AIM OF THE EXERCISE> Nothing in the records may change when you print them out again.

┄┄┄┄┄┄┄┄┄┄

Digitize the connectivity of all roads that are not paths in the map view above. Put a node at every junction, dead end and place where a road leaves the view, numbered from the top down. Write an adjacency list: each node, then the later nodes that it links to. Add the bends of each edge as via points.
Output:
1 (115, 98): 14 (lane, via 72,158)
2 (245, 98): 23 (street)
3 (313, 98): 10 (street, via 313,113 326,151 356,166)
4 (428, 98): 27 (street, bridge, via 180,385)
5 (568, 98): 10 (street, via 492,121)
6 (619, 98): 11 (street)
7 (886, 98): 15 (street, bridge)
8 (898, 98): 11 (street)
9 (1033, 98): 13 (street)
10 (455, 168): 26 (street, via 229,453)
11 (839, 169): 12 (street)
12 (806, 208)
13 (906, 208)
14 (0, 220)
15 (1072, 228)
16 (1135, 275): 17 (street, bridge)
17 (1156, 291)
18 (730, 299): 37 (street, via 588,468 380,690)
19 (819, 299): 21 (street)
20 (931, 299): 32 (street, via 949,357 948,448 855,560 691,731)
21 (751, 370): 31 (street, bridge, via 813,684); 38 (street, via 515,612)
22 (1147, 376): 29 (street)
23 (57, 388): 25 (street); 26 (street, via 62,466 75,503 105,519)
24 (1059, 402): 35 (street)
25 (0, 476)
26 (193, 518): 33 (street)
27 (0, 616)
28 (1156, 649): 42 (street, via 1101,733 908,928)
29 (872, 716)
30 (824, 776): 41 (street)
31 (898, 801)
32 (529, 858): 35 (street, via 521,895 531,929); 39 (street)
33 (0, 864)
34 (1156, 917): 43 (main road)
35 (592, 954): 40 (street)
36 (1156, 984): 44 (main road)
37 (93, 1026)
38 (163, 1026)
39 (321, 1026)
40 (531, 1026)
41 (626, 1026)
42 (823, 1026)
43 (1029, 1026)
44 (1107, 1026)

┄┄┄┄┄┄┄┄┄┄

RESPONSE AREA>
Digitize the connectivity of all roads that are not paths in the map view above. Put a node at every junction, dead end and place where a road leaves the view, numbered from the top down. Write an adjacency list: each node, then the later nodes that it links to. Add the bends of each edge as via points.
Output:
1 (115, 98): 14 (lane, via 72,158)
2 (245, 98): 23 (street)
3 (313, 98): 10 (street, via 313,113 326,151 356,166)
4 (428, 98): 27 (street, bridge, via 180,385)
5 (568, 98): 10 (street, via 492,121)
6 (619, 98): 11 (street)
7 (886, 98): 15 (street, bridge)
8 (898, 98): 11 (street)
9 (1033, 98): 13 (street)
10 (455, 168): 26 (street, via 229,453)
11 (839, 169): 12 (street)
12 (806, 208)
13 (906, 208)
14 (0, 220)
15 (1072, 228)
16 (1135, 275): 17 (street, bridge)
17 (1156, 291)
18 (730, 299): 37 (street, via 588,468 380,690)
19 (819, 299): 21 (street)
20 (931, 299): 32 (street, via 949,357 948,448 855,560 691,731)
21 (751, 370): 31 (street, bridge, via 813,684); 38 (street, via 515,612)
22 (1147, 376): 29 (street)
23 (57, 388): 25 (street); 26 (street, via 62,466 75,503 105,519)
24 (1059, 402): 35 (street)
25 (0, 476)
26 (193, 518): 33 (street)
27 (0, 616)
28 (1156, 649): 42 (street, via 1101,733 908,928)
29 (872, 716)
30 (824, 776): 41 (street)
31 (898, 801)
32 (529, 858): 35 (street, via 521,895 531,929); 39 (street)
33 (0, 864)
34 (1156, 917): 43 (main road)
35 (592, 954): 40 (street)
36 (1156, 984): 44 (main road)
37 (93, 1026)
38 (163, 1026)
39 (321, 1026)
40 (531, 1026)
41 (626, 1026)
42 (823, 1026)
43 (1029, 1026)
44 (1107, 1026)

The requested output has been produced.